(Material for this exercise):
■ ■ ■ ■ ■

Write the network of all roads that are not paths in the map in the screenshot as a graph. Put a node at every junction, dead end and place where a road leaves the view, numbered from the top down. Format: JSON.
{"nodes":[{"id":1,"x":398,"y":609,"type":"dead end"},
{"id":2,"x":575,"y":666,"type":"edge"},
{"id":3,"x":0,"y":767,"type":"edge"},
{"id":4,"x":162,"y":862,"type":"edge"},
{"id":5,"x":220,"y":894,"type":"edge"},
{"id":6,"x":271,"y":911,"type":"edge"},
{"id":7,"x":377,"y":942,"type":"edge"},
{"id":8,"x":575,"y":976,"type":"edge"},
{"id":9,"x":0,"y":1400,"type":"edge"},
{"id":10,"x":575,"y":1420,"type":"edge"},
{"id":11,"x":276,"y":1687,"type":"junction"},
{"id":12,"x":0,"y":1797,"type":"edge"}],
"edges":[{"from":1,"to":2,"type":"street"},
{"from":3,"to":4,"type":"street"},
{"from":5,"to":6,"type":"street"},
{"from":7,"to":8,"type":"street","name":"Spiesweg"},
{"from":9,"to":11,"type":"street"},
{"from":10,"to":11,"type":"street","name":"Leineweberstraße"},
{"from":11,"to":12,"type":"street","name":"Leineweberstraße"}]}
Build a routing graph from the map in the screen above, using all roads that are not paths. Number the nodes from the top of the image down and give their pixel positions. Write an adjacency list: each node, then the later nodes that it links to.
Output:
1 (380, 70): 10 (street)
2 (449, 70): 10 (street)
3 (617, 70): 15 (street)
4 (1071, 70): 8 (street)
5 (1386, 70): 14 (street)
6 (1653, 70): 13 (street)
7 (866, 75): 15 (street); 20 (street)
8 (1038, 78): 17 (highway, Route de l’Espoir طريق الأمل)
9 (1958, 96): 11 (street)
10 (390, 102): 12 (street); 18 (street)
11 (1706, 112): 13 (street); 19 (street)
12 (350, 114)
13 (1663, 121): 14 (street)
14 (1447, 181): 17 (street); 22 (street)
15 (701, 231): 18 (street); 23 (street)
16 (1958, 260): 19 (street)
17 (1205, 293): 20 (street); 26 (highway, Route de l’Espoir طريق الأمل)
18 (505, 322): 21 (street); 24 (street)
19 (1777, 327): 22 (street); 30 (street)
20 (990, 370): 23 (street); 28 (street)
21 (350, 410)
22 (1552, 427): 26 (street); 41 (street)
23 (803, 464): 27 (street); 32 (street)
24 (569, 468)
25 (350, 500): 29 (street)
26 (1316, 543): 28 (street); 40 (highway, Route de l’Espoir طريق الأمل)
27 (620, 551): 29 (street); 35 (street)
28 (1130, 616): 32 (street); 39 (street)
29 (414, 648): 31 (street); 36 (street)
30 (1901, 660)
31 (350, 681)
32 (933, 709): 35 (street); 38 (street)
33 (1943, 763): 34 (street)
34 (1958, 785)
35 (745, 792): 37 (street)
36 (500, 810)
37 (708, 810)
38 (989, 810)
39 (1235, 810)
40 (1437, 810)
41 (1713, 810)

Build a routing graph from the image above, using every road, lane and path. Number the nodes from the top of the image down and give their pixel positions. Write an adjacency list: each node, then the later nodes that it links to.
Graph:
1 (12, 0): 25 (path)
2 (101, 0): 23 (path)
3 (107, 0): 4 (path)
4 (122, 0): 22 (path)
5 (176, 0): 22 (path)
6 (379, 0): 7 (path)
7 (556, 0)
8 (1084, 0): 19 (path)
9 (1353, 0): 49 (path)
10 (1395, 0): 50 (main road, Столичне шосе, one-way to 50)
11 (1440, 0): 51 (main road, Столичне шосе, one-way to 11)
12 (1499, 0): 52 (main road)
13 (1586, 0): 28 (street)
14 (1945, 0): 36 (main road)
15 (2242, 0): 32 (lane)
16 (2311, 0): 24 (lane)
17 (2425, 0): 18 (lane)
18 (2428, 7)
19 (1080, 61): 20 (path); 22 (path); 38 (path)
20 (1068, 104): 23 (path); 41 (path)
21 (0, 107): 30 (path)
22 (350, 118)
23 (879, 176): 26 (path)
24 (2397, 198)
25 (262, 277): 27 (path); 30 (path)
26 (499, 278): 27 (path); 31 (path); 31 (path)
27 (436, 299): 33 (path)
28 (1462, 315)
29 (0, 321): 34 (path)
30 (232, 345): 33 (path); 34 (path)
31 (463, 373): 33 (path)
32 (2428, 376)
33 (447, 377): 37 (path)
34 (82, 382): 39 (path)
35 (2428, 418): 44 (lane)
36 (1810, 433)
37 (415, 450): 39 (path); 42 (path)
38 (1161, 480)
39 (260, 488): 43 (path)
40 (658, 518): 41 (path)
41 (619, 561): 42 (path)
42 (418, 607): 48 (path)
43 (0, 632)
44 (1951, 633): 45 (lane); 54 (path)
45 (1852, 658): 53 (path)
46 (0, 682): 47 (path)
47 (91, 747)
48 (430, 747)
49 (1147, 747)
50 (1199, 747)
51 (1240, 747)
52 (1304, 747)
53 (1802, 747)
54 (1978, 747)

■ ■ ■ ■ ■

(Problem to solve):
Show each line of the listing that holds the string "lane".

(Solved problem):
Build a routing graph from the image above, using every road, lane and path. Number the nodes from the top of the image down and give their pixel positions. Write an adjacency list: each node, then the later nodes that it links to.
15 (2242, 0): 32 (lane)
16 (2311, 0): 24 (lane)
17 (2425, 0): 18 (lane)
35 (2428, 418): 44 (lane)
44 (1951, 633): 45 (lane); 54 (path)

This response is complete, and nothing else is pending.